Linking contracts to suppliers and getting the supplier details

One useful join is connecting a contract to its suppliers’ details (such as whether they’re SMEs). This requires the three sheets awards_suppliers, contracts and parties. If you require more variables, like the tender_procurementMethodDetails, you might need to join with the main sheet.

Here is the join pattern:

  1. Step 1: Join contracts to the award’s suppliers, using the main_ocid variable in the contracts and awards_suppliers sheets and contracts.awardID and awards_suppliers.awards_id. In this dataset a contract can have multiple suppliers, so this join duplicates contract rows that have multiple suppliers and adds one row for each supplier. 
  2. Step 2: Link suppliers to their party scale, to identify whether it’s an SME. First, in the parties sheet, filter only rows where the roles contain ‘supplier’. Then you can link the details_scale using the main_ocid variables and the name or id. In this example, we will join by name. Note: For below-threshold contracts, around half of the suppliers do not have declared identifiers. 
  3. Step 3: Aggregate information so that you only have one row per contract. A contract can have multiple suppliers, but the total contract value is not disaggregated per supplier. This can make it hard to determine the exact total amount awarded to each supplier. However, you can identify if a specific contract was awarded to at least one SME. To do this, you need to aggregate all supplier information into one row per contract, using main_ocid and id. 
# Step 1: Link contracts to their award's suppliers
# contracts.awardID matches awards.id, and awards_suppliers.awards_id also matches awards.id
contracts_suppliers = contracts.merge(
  award_sup[['main_ocid', 'awards_id', 'name']],
  left_on=['main_ocid', 'awardID'],
  right_on=['main_ocid', 'awards_id'],
  how='left'
)
# Step 2: Link suppliers to their party details (to get SME scale)
#Filter supplier rows in the parties sheet
suppliers_with_parties = parties[parties['roles'].str.contains('supplier', na=False)]
# Parties are matched by name within the same contracting process (main_ocid)
contracts_with_scale = contracts_suppliers.merge(
  suppliers_with_parties[['main_ocid', 'name', 'details_scale']],
  on=['main_ocid', 'name'],
  how='left'
)
# Step 3: Aggregate per contract
suppliers_agg = (
  contracts_with_scale
  .groupby(['main_ocid', 'id', 'tender_procurementMethodDetails', 'status',
       'value_amount', 'value_currency'], dropna=False, as_index=False)
  .agg(
#New variable that counts the number of suppliers per contract
    total_suppliers=('name', 'nunique'),
#New variable that aggregates the supplier scales, dropping dupplicates
    supplier_scales=('details_scale',lambda x: ', '.join(x.dropna().unique())),
#New variable that aggregates the supplier names, dropping dupplicates
    supplier_names=('name', lambda x: ', '.join(x.dropna().unique()))
  )
)
# Step 4: Flag contracts with at least one SME supplier
suppliers_agg['has_sme'] = suppliers_agg['supplier_scales'].str.contains(
  'sme', case=False, na=False
)

Finding notice types per procedure

The new procurement regime established 16 notice types (UK1 through UK16), each representing a different stage or event in the procurement process. A single ocid can have different notice types: for example, a UK2-preliminary market engagement notice, followed by a UK4-tender notice, and then a UK6-contract award notice. 
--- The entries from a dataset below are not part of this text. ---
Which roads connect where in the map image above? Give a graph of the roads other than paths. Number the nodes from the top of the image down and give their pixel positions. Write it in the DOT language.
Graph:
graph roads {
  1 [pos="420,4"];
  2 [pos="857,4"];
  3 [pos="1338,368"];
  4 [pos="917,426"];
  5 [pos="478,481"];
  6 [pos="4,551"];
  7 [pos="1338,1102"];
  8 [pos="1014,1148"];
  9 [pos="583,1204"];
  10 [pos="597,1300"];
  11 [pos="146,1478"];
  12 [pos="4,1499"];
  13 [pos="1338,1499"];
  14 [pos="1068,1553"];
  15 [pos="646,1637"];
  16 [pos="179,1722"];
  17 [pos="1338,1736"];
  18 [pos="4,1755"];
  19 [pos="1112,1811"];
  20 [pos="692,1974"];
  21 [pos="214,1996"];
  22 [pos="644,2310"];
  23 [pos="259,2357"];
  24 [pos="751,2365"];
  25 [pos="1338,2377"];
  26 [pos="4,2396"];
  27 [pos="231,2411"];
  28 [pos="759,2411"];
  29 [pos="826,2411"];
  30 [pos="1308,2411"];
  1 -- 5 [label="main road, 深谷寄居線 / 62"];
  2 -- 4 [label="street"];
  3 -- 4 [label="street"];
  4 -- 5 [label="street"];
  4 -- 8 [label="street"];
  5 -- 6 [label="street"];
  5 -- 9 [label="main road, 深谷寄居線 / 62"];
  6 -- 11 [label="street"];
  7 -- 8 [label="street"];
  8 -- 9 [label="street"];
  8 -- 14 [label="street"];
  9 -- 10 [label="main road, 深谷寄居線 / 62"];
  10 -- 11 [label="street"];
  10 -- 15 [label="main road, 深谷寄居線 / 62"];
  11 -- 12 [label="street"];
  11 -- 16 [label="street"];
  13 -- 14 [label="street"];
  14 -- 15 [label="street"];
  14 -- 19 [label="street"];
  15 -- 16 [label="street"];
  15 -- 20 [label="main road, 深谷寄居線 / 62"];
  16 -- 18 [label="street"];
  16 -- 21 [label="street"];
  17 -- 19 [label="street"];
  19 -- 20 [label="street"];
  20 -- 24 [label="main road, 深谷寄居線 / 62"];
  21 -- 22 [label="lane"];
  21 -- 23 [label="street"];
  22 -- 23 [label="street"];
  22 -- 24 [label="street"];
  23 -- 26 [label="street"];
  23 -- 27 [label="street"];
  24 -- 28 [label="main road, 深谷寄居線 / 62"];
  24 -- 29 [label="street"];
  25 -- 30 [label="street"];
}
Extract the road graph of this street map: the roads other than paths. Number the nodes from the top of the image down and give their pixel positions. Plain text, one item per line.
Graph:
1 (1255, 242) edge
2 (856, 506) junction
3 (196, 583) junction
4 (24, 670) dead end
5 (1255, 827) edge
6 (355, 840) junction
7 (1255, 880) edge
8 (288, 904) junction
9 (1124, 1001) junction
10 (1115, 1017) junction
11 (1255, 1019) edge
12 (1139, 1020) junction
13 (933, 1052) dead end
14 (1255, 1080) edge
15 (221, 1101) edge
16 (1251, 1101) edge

CodeNoticeStageFound in sheet
UK1Pipeline noticePlanningplanning_documents
UK2Preliminary market engagementPlanningplanning_documents
UK3Planned procurement noticePlanningplanning_documents
UK4Tender noticeTendertender_documents
UK5Transparency noticeTendertender_documents
UK6Contract award noticeAwardawards_documents
UK7Contract details noticeContractcontracts_documents
UK10Contract change noticeContractcontracts_documents
UK11Contract termination noticeContractcontracts_documents
UK12Procurement termination noticeTendertender_documents
UK13-16Dynamic market noticesTendertender_documents

Each notice appears as a row in the relevant *_documents sheet, with a noticeType column containing the code (e.g., “UK2”).

Counting notices by type

To count how many notices of each type have been published, you need to query all four document sheets and combine the results. We used the following deduplication strategy, from inferred logic (the official count of distinct notices from the Cabinet Office could be different, due to different methodologies used): 

We count the number of documents published by notice type, using the fields documents/noticeType that can be found in the planning, tender, awards and contracts objects. 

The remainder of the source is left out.